In all my pre-baby reoganizing and decluttering, I found a clipping with a quote I love from Will Willimon, who is currently bishop of the North Alabama conference of the UMC. The quote is from a Palm Sunday sermon he delivered as dean of Duke University Chapel sometime between 2001 and 2005, I would guess. I could offer my own commentary, but it would probably be rambling and ineloquent. So, I'll let Will's statement speak for itself. Suffice it to say, I think he's dead on.
"During the last presidential election, there was debate about Senator Lieberman. 'He's a devout Jew,' some said. 'He keeps kosher. If we have a national crisis and need to go to war on a Saturday, could we count on Lieberman?' Nobody said, 'George Bush is a Methodist, Al Gore is a Baptist, don't these Christians have some funny ideas about violence? Can we count on them to kick butt when we need it?'
"Nobody asked because, well, when it comes to such issues, you can't tell the worshipers of Caesar from the devotees of Jesus."
Saturday, January 10, 2009
All four of the grandparents-to-be participated in the preparation of Kate's room, which makes it extra-special.

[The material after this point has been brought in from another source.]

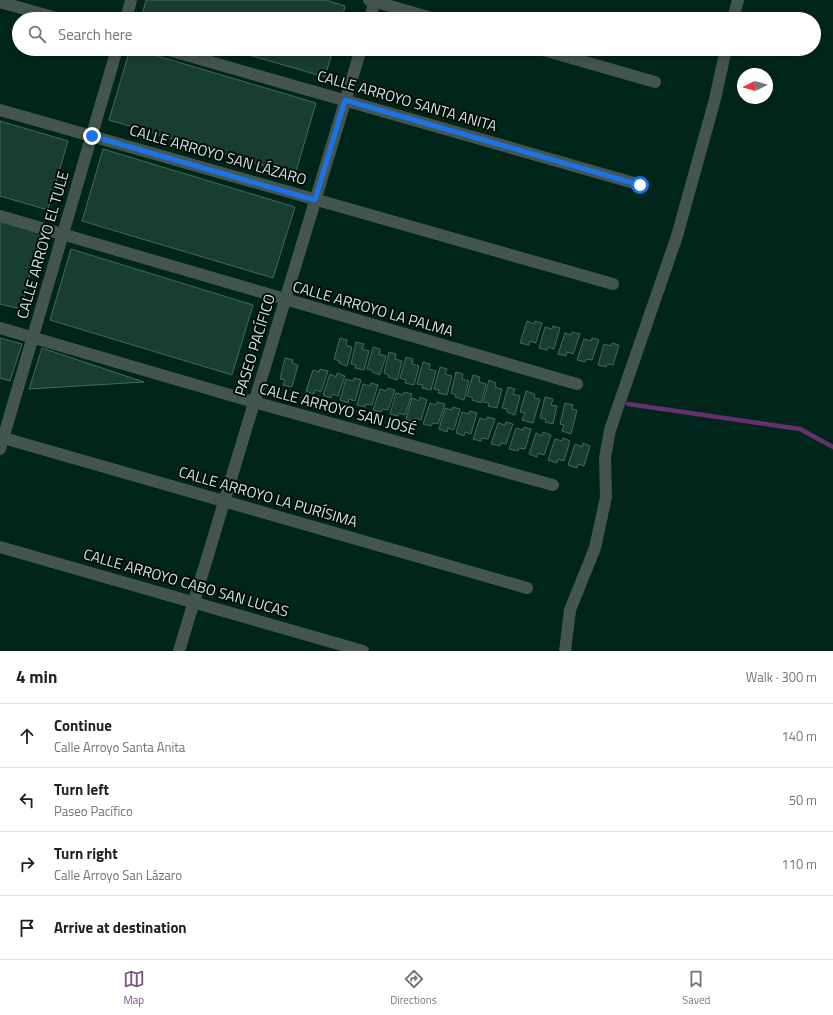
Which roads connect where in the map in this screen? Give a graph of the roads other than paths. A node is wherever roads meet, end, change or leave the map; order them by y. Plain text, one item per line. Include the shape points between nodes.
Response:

The grandmothers painted, Matt's dad (and Matt) put together the crib and moved the dresser in. My dad did repairs like sanding down the closet door so it would open and close without immense effort. I painted the various decorative elements, like the name letters, bulletin board, picture frames, and the safari-scene canvas. Matt has moved furniture, assembled the stroller, swing, etc., and always having the level, hammer, and drill handy. It's been a family effort as we all await Kate's arrival (any day now!)
Friday, January 02, 2009
I'm 37 weeks today, which is considered "full term." That means that while my due date is three weeks away, Baby would not be considered premature or unhealthy to be born any time now.
This pic is our 36 week (8 month) photo. I think my belly looks a little lower, but I don't think we can really say I've "dropped" yet. Our doctor said Kate's still pretty well up in there, though she is head down (as she has been for at least a month or so). My cervix is softening a little, Doctor says, but I am not dilated at all yet.
I was a little disappointed, I think, to not be at all dilated, but I know it doesn't really mean anything, since a person could be two centimeters at this point and then do nothing more for weeks, or a person could be totally closed (like me) and dilate a bunch very quickly.
Also mitigating my desire to have Kate soon is the realization that things are not as wrapped up at work as I would like. I started to panic midday Wednesday when I realized how my next work day would be Jan. 5 and that Baby could come any time! I need more time to get everything done!
So, I should just be patient and not wish her out any sooner. I'm so excited just to hold her and feed her and start the adventure of motherhood, but at the same time, pregnancy is such a special time and I'm not incredibly uncomfortable or anything, so there's no reason to wish it away. I'm not having great aches and pains or anything, just a lot of heartburn and continued nausea (so much for "morning" sickness being mainly just in the first trimester--I'm still getting sick twice a week or so!) but overall I feel pretty good!
We'll be ready for her whenever she wants to come, but until then, I'll be working hard, popping the TUMS, and sitting happily on my nest!